Negli occhi restano ancora le immagini di festa e di emozione del 24 giugno 2019. Nelle orecchie riecheggiano le parole delle “bergamasche d’oro”, Sofia Goggia e Michela Moioli. Da quel giorno il tempo è passato, ma oggi si raggiunge una tappa dal forte valore simbolico: mancano 100 giorni ai Giochi Olimpici Invernali di Milano Cortina 2026. Cento giorni di entusiasmo, di conto alla rovescia serrato e di ultimi ritocchi per presentarsi al mondo al massimo splendore.
Il percorso di avvicinamento è fatto di infrastrutture rimaste intatte, di impianti ammodernati, di opere nuove già completate e di cantieri che avanzano a ritmo sostenuto. A Milano si è tenuta oggi la cerimonia che segna ufficialmente l’inizio dell’ultima volata verso lo stadio di San Siro, dove venerdì 6 febbraio 2026 si alzerà il sipario sui Giochi. Giochi diffusi tra Lombardia e Veneto, dalla Stelvio di Bormio all’Olympia delle Tofane di Cortina d’Ampezzo.
«L’emozione cresce con l’avvicinarsi dei Giochi. Fondazione Bormio è espressione del territorio e delle sue eccellenze: il nostro compito è far sì che tutti possano sentirsi parte di questo evento storico – ha dichiarato Dario Da Zanche, presidente della Fondazione –. Le Olimpiadi rappresentano un’opportunità unica per raccontare al mondo l’anima di Bormio e, allo stesso tempo, il punto di partenza per un futuro di grandi eventi sportivi sulla Stelvio. Vogliamo costruire un modello solido e collaborativo, capace di proiettare Bormio tra le capitali mondiali degli sport invernali anche negli anni a venire».

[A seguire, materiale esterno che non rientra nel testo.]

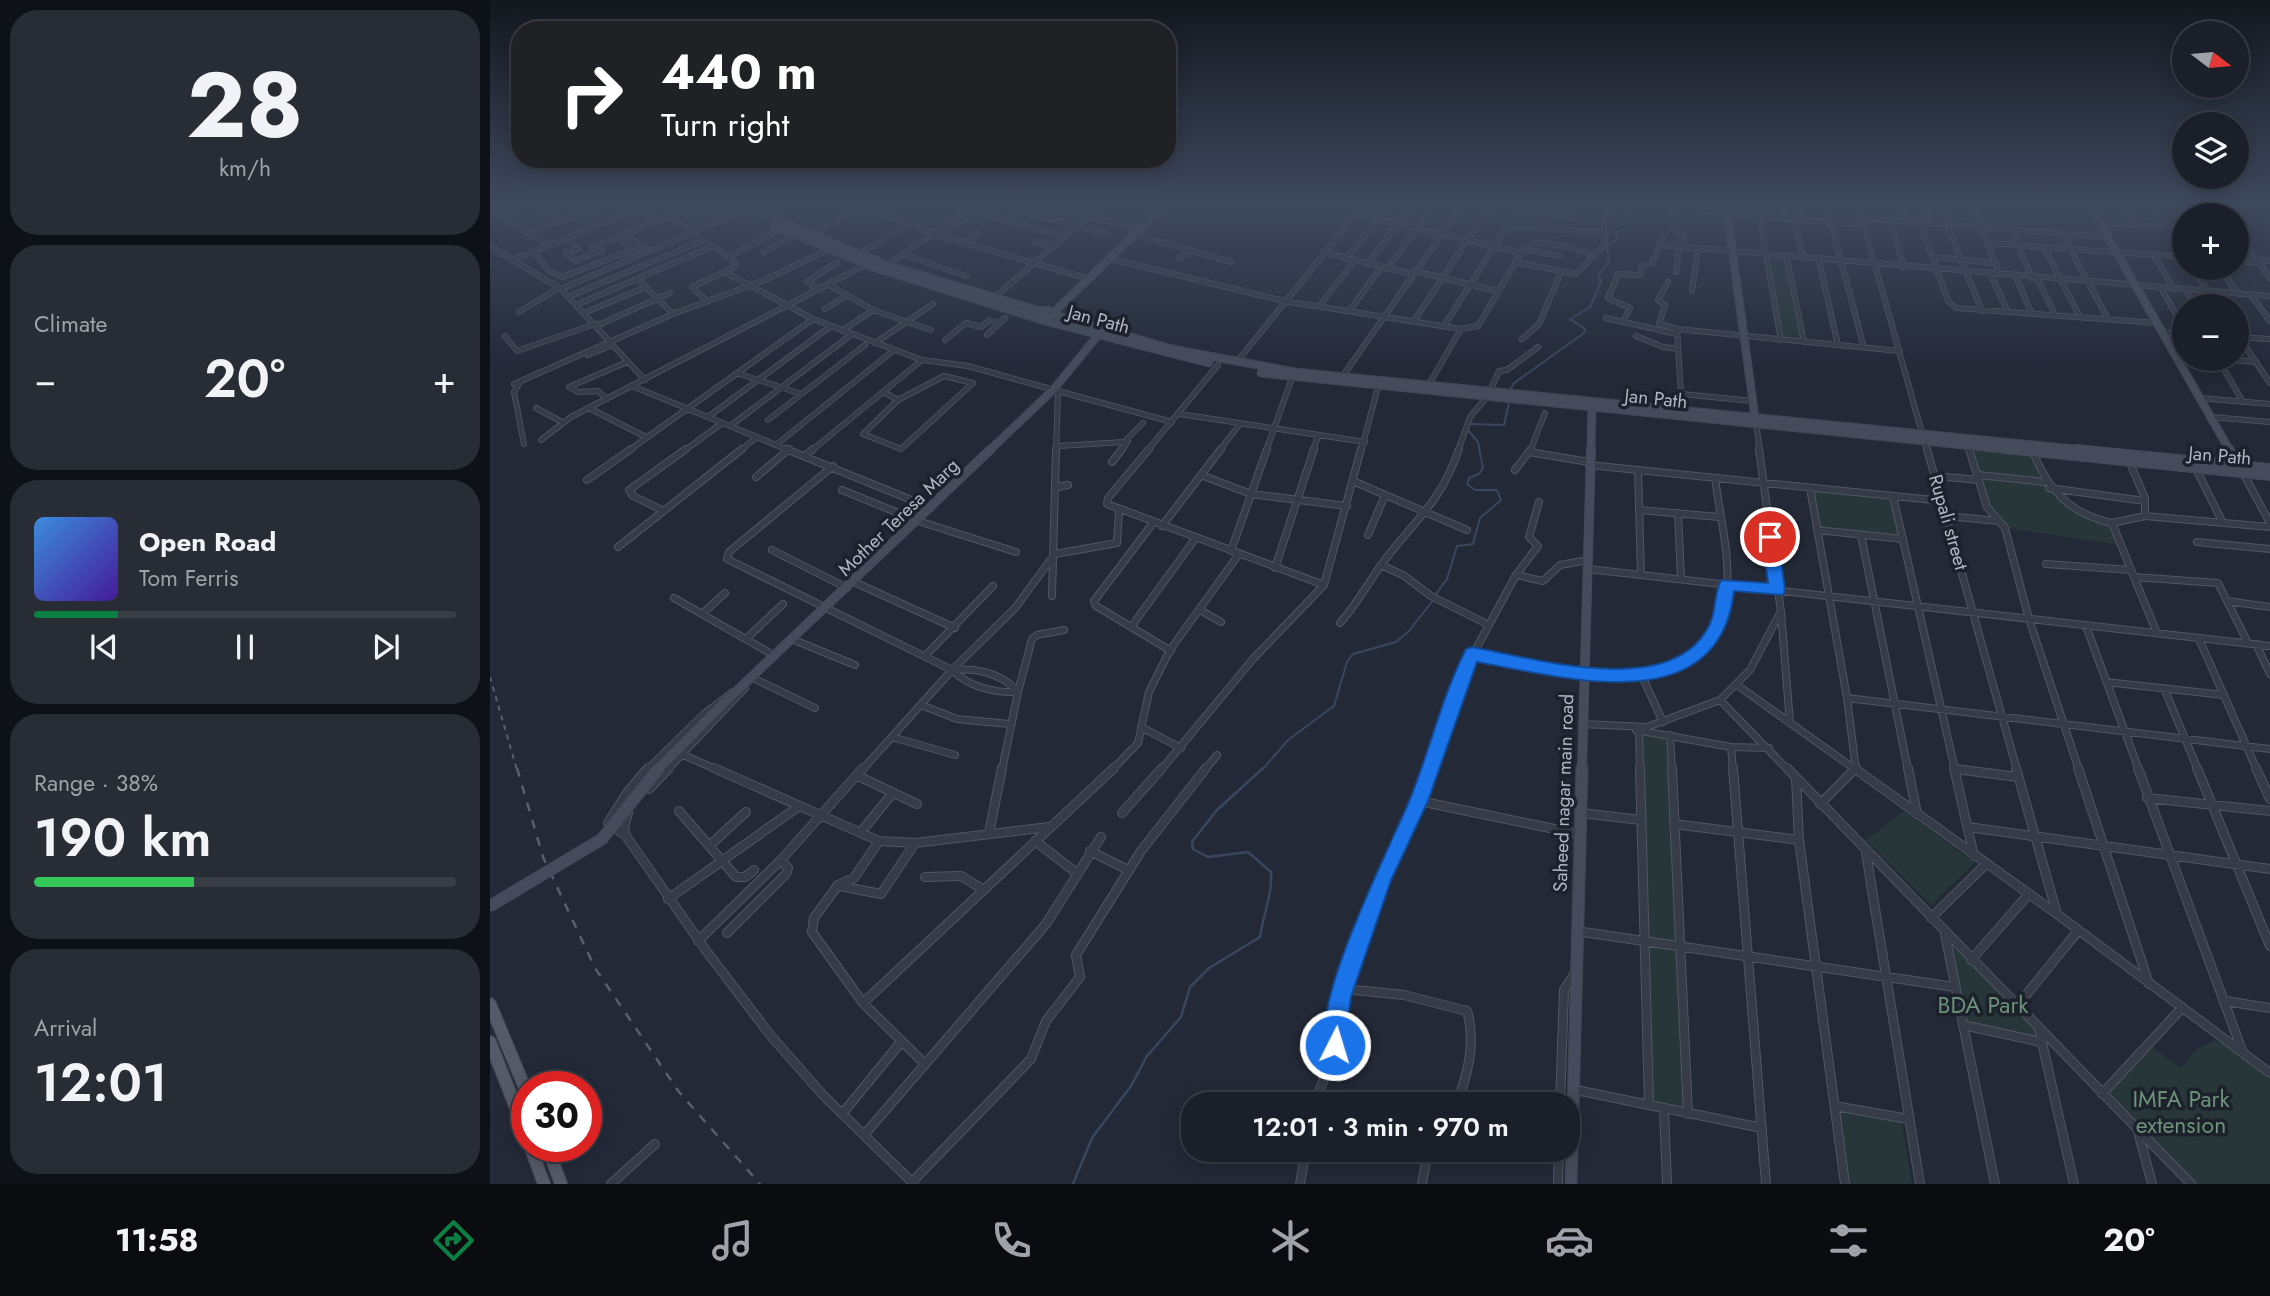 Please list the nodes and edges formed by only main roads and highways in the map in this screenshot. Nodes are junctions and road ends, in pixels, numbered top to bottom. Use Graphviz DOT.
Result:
graph roads {
  1 [pos="861,259"];
  2 [pos="866,259"];
  3 [pos="1103,259"];
  4 [pos="1107,259"];
  5 [pos="1735,259"];
  6 [pos="2121,259"];
  7 [pos="870,262"];
  8 [pos="1045,317"];
  9 [pos="1103,334"];
  10 [pos="1340,380"];
  11 [pos="1488,395"];
  12 [pos="1503,396"];
  13 [pos="1517,397"];
  14 [pos="1592,405"];
  15 [pos="1756,421"];
  16 [pos="2238,465"];
  17 [pos="2270,468"];
  18 [pos="2270,476"];
  19 [pos="490,906"];
  20 [pos="490,1004"];
  21 [pos="490,1042"];
  22 [pos="518,1071"];
  23 [pos="511,1095"];
  24 [pos="536,1162"];
  25 [pos="553,1162"];
  26 [pos="544,1184"];
  27 [pos="561,1184"];
  28 [pos="1573,1184"];
  1 -- 7 [label="main road, Jan Path"];
  2 -- 7 [label="main road, Jan Path"];
  3 -- 8 [label="main road"];
  4 -- 8 [label="main road"];
  5 -- 15 [label="main road"];
  6 -- 16 [label="main road"];
  7 -- 8 [label="main road, Jan Path"];
  7 -- 8 [label="main road, Jan Path"];
  8 -- 9 [label="main road, Jan Path"];
  9 -- 10 [label="main road, Jan Path"];
  9 -- 10 [label="main road, Jan Path"];
  9 -- 19 [label="main road, Mother Teresa Marg, bridge"];
  10 -- 11 [label="main road, Jan Path"];
  10 -- 11 [label="main road, Jan Path"];
  11 -- 12 [label="main road, Jan Path"];
  12 -- 13 [label="main road, Jan Path"];
  13 -- 14 [label="main road, Jan Path"];
  14 -- 15 [label="main road, Jan Path"];
  14 -- 15 [label="main road, Jan Path"];
  14 -- 28 [label="main road, Saheed nagar main road"];
  15 -- 16 [label="main road, Jan Path"];
  15 -- 18 [label="main road, Jan Path"];
  16 -- 17 [label="main road, Jan Path"];
  20 -- 22 [label="main road"];
  21 -- 23 [label="main road"];
  24 -- 26 [label="main road"];
  25 -- 27 [label="main road"];
}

Dalle Dolomiti è intervenuto anche Stefano Longo, presidente di Fondazione Cortina, a margine dell’approvazione del bilancio: «Guardiamo con fiducia alla stagione olimpica, che ci vedrà impegnati come Event Delivery Entity per i Giochi 2026. Continueremo a lavorare per rafforzare la legacy post-olimpica, favorendo la crescita del territorio, l’attrazione di talenti e uno sviluppo sostenibile e inclusivo».

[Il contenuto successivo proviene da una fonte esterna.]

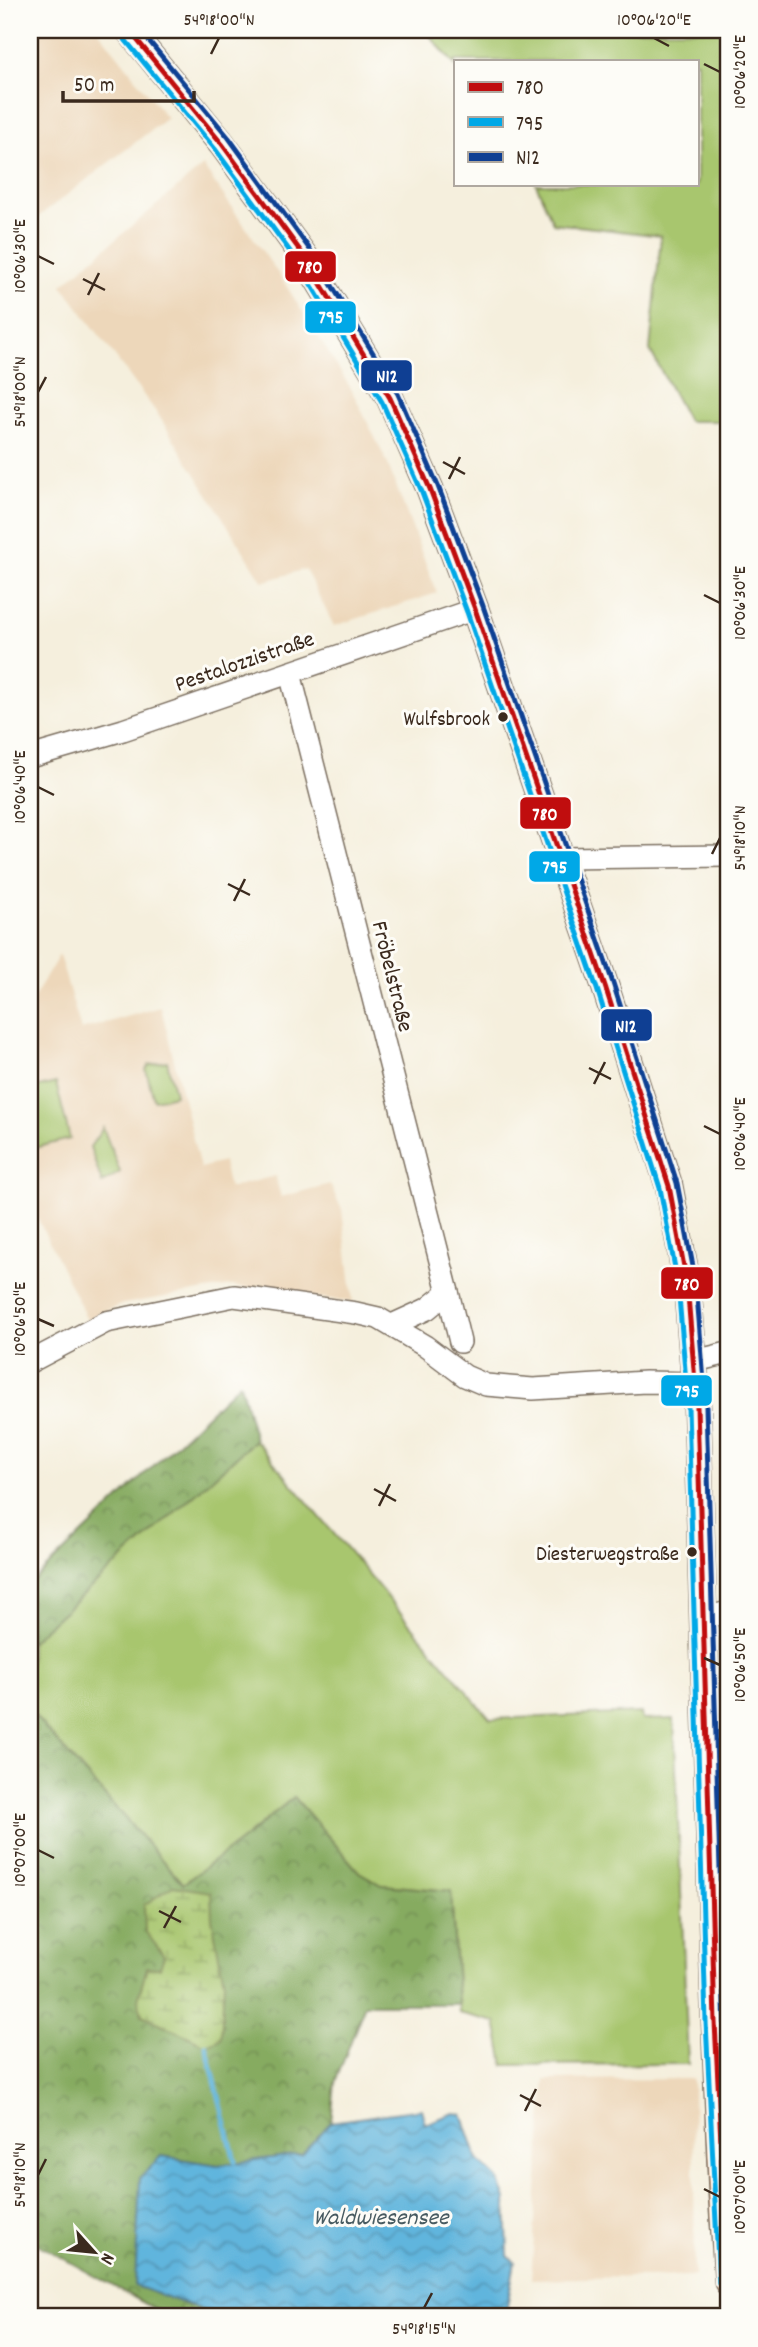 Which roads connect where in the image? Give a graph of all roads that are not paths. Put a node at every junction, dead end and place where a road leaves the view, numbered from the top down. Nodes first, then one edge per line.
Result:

Ora lo sguardo si sposta a Olimpia, dove il 26 novembre tornerà ad accendersi la Fiamma Olimpica. Da lì partirà un viaggio di nove giorni attraverso la Grecia: oltre 450 tedofori percorreranno 2.200 chilometri, attraversando 23 unità regionali e 7 regioni, con 36 cerimonie di benvenuto lungo il percorso. L’arrivo è previsto il 4 dicembre allo Stadio Panatenaico, culla dei Giochi moderni, per la cerimonia di consegna al Comitato Organizzatore di Milano Cortina 2026. Il viaggio italiano della Fiamma inizierà invece da Roma il 6 dicembre.